Service invocation via gRPC: Currently, resiliency policies are not supported for service invocation via gRPC.

Demos

Watch this video for how to use resiliency:

Learn more about how to write resilient microservices with Dapr.

Next steps

Learn more about resiliency policies and targets:

Policies
Targets

Try out one of the Resiliency quickstarts:

2 - Resiliency policies

Configure resiliency policies for timeouts, retries, and circuit breakers

Define timeouts, retries, and circuit breaker policies under policies. Each policy is given a name so you can refer to them from the targets section in the resiliency spec.

2.1 - Timeout resiliency policies

Configure resiliency policies for timeouts

Network calls can fail for many reasons, causing your application to wait indefinitely for responses. By setting a timeout duration, you can cut off those unresponsive services, freeing up resources to handle new requests.

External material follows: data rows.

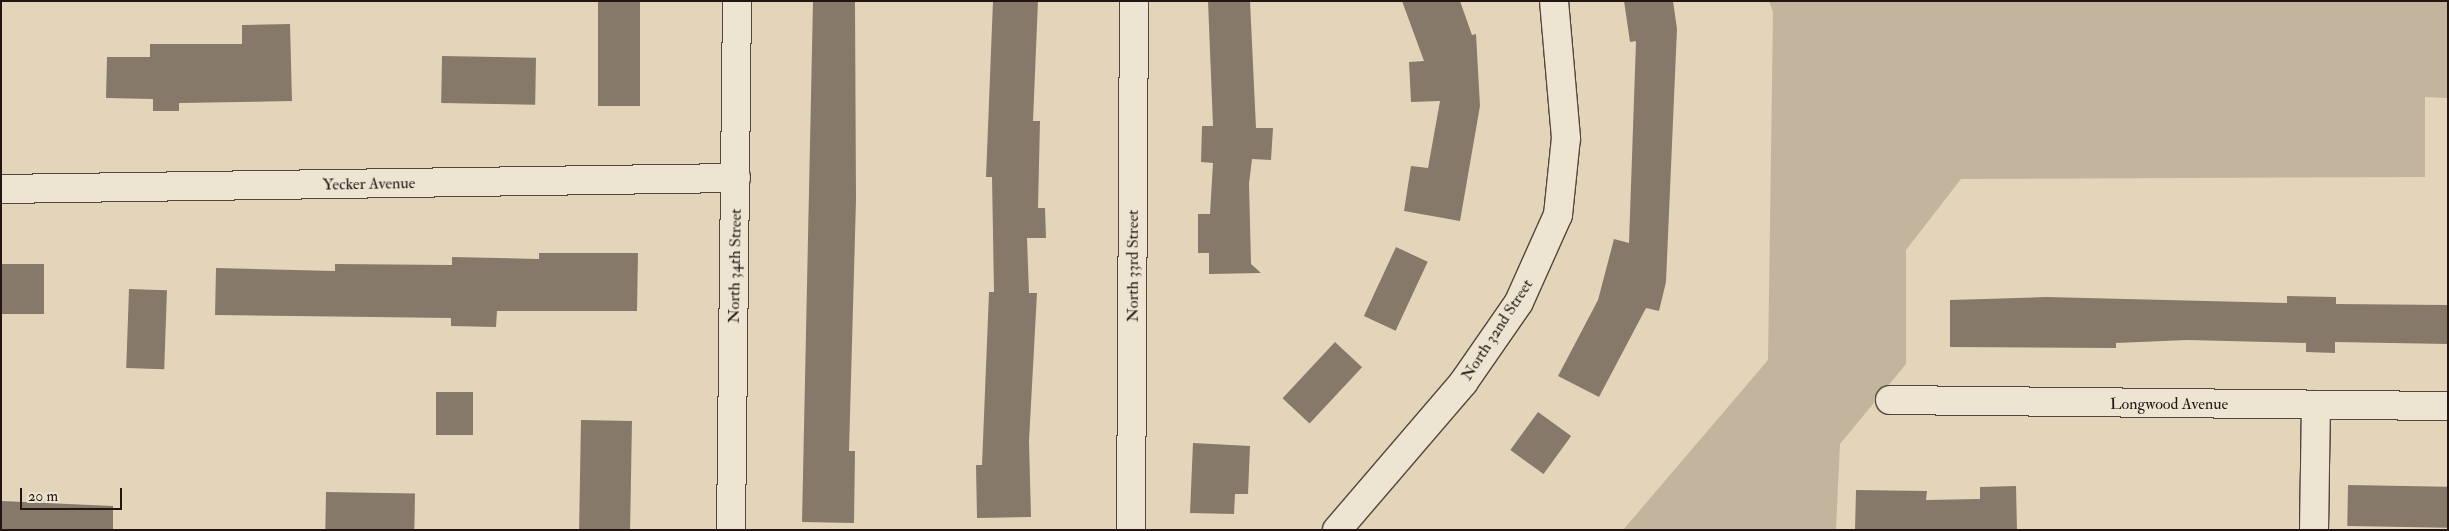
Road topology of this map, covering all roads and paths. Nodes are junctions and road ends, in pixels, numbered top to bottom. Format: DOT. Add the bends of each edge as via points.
graph roads {
  1 [pos="737,1"];
  2 [pos="1134,1"];
  3 [pos="1554,1"];
  4 [pos="736,178"];
  5 [pos="1,190"];
  6 [pos="1890,400"];
  7 [pos="2316,405"];
  8 [pos="2448,406"];
  9 [pos="730,530"];
  10 [pos="1131,530"];
  11 [pos="1337,530"];
  12 [pos="2314,530"];
  1 -- 4 [label="street, North 34th Street"];
  2 -- 10 [label="street, North 33rd Street"];
  3 -- 11 [label="street, North 32nd Street" via="1566,138 1555,224 1519,302 1463,382"];
  4 -- 5 [label="street, Yecker Avenue"];
  4 -- 9 [label="street, North 34th Street"];
  6 -- 7 [label="street, Longwood Avenue"];
  7 -- 8 [label="street, Longwood Avenue"];
  7 -- 12 [label="street"];
}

Timeouts are optional policies that can be used to early-terminate long-running operations. Set a realistic timeout duration that reflects actual response times in production. If you’ve exceeded a timeout duration:

The operation in progress is terminated (if possible).
An error is returned.

Timeout policy format

spec:
  policies:
    # Timeouts are simple named durations.
    timeouts:
      timeoutName: timeout1
      general: 5s
      important: 60s
      largeResponse: 10s

Spec metadata

If you don’t specify a timeout value, the policy does not enforce a time and defaults to whatever you set up per the request client.

Next steps

Learn more about default resiliency policies
Learn more about:
- Retry policies
- Circuit breaker policies

Try out one of the Resiliency quickstarts:

2.2 - Retry and back-off resiliency policies

Configure resiliency policies for retries and back-offs

2.2.1 - Retry resiliency policies

Configure resiliency policies for retries

Requests can fail due to transient errors, like encountering network congestion, reroutes to overloaded instances, and more. Sometimes, requests can fail due to other resiliency policies set in place, like triggering a defined timeout or circuit breaker policy.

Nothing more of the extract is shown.